Kurun ve enflasyonist baskıların yükseldiği zamanlarda bir otomatik dengeleyici vazifesi görmesi gereken değerleme hesabının bu işlevi önemli ölçüde zayıflatıldı. Parasal duruşun olması gerektiğinden gevşek tutulması zaten enflasyonu raydan çıkarmışken, TCMB’den Hazineye bu şekilde yapılan yüklü parasal transferlerin enflasyonist süreci hızlandırdığını söylemek yanlış olmaz.
2001 Kanunu öncesinde Hazine’ye kısa vadeli avans uygulaması vardı. TCMB Hazineye borç verir, kamu bu parayı harcadığında “para basılmış” olurdu. Zaman içinde bu borçların değeri bir şekilde eritilirdi. 70’lerin ortasından itibaren yaşanan kronik enflasyonun en önemli kaynaklarından biri buydu.

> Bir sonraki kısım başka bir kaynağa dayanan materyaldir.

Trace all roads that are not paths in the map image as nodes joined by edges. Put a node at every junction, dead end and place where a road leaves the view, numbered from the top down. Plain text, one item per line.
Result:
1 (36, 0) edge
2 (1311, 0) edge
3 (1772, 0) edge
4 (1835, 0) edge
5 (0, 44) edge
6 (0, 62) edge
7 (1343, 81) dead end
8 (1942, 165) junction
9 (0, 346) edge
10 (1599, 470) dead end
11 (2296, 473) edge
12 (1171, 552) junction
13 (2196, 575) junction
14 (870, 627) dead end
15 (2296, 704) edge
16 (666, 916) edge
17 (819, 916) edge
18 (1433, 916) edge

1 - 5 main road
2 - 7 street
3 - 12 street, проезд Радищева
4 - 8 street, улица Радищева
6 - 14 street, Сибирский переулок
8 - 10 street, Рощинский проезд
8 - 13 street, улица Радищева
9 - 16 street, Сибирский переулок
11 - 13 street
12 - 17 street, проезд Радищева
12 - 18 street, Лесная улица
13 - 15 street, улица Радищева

Son dört yıldır ise Merkez Bankası bilançosu üzerindeki esneklikler sonuna kadar kullanılarak farklı türde bir para basma işlemi yapılmakta. Hazineye bu şekilde yapılan transferler hem parasal disiplinin hem de bütçe disiplininin ölçülmesini zorlaştırarak şeffaflığı azaltıyor.
Özetle, kamuoyu enflasyon konusunda düşük faize odaklansa da yıllardır arka planda TCMB bilançosu üzerinden Hazineye aktarım kanalıyla da önemli bir parasallaşma gerçekleşiyor. Yaşadığımız yüksek enflasyona bir de bu pencereden bakmakta fayda var.